Excerpted data START

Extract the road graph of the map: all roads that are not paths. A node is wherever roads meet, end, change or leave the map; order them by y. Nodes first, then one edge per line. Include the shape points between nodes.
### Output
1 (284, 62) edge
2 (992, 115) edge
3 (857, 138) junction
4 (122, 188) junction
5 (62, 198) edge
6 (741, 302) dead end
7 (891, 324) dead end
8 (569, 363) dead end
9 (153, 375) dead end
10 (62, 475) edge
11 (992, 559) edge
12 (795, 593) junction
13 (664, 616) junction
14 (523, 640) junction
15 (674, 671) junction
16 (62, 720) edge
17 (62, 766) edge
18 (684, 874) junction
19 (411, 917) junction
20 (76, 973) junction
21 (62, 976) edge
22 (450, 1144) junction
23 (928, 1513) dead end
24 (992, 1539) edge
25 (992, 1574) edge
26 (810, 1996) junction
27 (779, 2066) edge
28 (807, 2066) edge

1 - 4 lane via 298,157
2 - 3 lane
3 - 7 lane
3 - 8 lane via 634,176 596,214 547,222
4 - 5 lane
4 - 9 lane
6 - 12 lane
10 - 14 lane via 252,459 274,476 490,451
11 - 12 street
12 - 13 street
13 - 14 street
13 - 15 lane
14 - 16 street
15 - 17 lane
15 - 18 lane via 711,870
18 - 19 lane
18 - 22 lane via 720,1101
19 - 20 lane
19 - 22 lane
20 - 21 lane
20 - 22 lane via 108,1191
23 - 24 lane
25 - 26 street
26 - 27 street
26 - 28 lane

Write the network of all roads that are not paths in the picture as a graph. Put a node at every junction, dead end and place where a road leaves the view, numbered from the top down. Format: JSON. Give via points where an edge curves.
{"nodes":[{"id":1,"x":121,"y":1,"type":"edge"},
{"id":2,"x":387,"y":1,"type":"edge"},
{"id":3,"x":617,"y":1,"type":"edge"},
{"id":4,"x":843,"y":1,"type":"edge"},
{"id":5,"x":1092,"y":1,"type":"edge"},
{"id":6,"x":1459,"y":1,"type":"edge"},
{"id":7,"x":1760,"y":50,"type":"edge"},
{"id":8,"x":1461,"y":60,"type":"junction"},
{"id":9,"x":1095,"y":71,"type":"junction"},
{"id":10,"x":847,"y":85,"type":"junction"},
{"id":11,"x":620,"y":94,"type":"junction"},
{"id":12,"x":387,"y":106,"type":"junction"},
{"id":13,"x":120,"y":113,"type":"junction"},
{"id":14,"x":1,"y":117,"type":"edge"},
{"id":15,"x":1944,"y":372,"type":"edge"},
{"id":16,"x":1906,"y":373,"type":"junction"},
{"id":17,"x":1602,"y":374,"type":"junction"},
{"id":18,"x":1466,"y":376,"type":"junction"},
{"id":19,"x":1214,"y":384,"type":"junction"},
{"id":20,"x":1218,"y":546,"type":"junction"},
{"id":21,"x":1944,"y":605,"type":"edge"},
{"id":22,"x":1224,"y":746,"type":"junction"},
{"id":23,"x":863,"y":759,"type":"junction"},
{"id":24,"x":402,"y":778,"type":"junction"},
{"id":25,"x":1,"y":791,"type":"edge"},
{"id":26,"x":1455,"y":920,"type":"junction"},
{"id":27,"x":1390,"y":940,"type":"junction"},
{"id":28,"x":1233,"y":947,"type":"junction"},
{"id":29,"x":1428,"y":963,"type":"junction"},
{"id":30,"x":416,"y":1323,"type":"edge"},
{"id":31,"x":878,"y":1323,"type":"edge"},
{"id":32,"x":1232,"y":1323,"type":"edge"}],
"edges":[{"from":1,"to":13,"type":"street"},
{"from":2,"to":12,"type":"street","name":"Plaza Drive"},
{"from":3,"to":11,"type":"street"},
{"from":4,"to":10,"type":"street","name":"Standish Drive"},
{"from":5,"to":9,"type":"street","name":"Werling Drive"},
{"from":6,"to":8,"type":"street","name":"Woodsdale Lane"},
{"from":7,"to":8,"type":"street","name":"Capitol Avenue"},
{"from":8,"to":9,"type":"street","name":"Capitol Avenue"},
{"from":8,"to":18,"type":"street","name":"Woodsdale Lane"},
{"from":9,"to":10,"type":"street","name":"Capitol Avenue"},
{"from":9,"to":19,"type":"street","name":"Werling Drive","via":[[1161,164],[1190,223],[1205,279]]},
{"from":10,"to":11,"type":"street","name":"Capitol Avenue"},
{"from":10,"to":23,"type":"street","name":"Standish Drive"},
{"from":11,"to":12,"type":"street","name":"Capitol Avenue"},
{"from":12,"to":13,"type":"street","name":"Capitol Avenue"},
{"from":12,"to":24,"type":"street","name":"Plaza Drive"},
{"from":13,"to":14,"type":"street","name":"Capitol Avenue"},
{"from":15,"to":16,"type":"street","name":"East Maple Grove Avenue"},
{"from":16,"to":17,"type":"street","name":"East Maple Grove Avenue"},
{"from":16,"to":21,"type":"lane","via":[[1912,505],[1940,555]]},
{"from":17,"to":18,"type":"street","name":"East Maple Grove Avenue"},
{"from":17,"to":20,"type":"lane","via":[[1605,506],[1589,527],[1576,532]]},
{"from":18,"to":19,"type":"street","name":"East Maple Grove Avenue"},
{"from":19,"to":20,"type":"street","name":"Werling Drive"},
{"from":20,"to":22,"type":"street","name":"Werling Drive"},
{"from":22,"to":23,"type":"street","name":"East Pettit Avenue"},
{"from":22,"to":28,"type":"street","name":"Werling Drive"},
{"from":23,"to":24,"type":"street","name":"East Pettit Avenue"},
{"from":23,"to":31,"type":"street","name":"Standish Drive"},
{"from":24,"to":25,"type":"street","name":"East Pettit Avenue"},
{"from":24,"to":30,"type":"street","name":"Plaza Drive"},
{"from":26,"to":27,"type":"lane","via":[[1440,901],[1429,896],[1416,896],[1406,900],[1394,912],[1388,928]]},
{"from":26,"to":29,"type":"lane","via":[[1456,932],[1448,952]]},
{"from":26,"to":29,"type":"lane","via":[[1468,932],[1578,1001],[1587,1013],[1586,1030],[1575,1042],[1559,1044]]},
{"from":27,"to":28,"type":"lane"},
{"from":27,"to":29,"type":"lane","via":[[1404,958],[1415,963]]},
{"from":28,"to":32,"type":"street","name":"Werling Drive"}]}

Excerpted data END

Directions for this task:
Copy every line of the data that carries the word "Maple".

Answer box:
{"from":15,"to":16,"type":"street","name":"East Maple Grove Avenue"},
{"from":16,"to":17,"type":"street","name":"East Maple Grove Avenue"},
{"from":17,"to":18,"type":"street","name":"East Maple Grove Avenue"},
{"from":18,"to":19,"type":"street","name":"East Maple Grove Avenue"},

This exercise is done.